What to do:
Lines from the one with "ring pip: (417, 333)" through the end of the listing below are to be retyped exactly.

Recorded information:
+===+
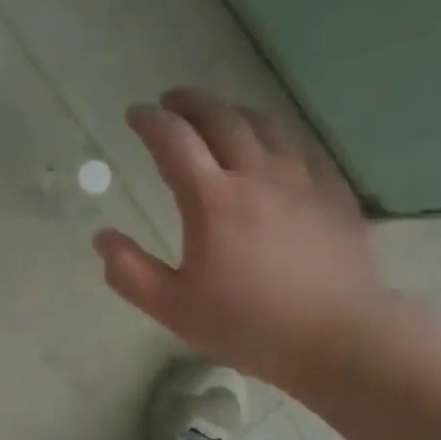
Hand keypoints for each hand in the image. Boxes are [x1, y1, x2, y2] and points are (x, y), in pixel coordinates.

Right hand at [94, 90, 398, 386]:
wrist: (337, 338)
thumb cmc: (248, 325)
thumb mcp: (174, 309)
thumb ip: (130, 272)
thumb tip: (103, 238)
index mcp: (212, 199)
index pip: (173, 140)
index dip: (150, 121)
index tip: (135, 115)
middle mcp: (257, 173)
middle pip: (220, 118)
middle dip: (190, 103)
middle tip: (171, 102)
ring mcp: (301, 178)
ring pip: (263, 124)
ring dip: (232, 112)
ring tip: (218, 117)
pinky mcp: (333, 191)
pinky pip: (300, 145)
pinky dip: (274, 135)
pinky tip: (273, 147)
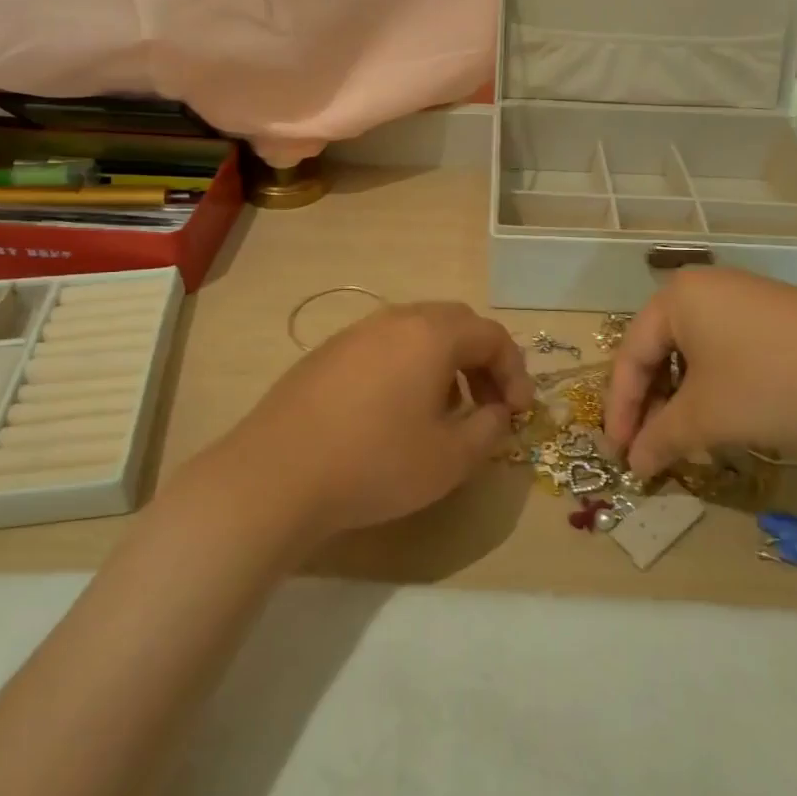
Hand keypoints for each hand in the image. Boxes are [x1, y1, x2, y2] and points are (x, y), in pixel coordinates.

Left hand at [224, 302, 534, 537]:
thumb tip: (498, 412)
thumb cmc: (376, 463)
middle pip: (456, 324)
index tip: (520, 413)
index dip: (515, 372)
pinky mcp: (327, 354)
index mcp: (431, 334)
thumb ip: (490, 430)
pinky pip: (384, 347)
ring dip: (445, 364)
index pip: (492, 336)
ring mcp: (355, 333)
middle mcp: (395, 320)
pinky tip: (396, 413)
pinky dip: (408, 368)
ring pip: (417, 333)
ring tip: (445, 411)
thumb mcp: (450, 459)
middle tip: (489, 404)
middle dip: (482, 363)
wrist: (277, 475)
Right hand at [602, 269, 796, 475]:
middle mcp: (705, 288)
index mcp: (675, 298)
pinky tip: (726, 416)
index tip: (619, 453)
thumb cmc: (768, 383)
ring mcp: (745, 297)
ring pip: (695, 352)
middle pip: (661, 350)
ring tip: (685, 438)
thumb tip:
+===+
Result below:
ring pip: (417, 333)
ring tip: (445, 411)
thumb mcp: (450, 459)
middle tip: (489, 404)
middle dip: (482, 363)
wrist: (277, 475)
Right hand at [602, 269, 796, 475]:
middle mcp: (705, 288)
index mcp: (675, 298)
pinky tip: (726, 416)
index tip: (619, 453)
thumb cmc: (768, 383)
ring mcp: (745, 297)
ring pip: (695, 352)
middle pip: (661, 350)
ring tip: (685, 438)
thumb tip:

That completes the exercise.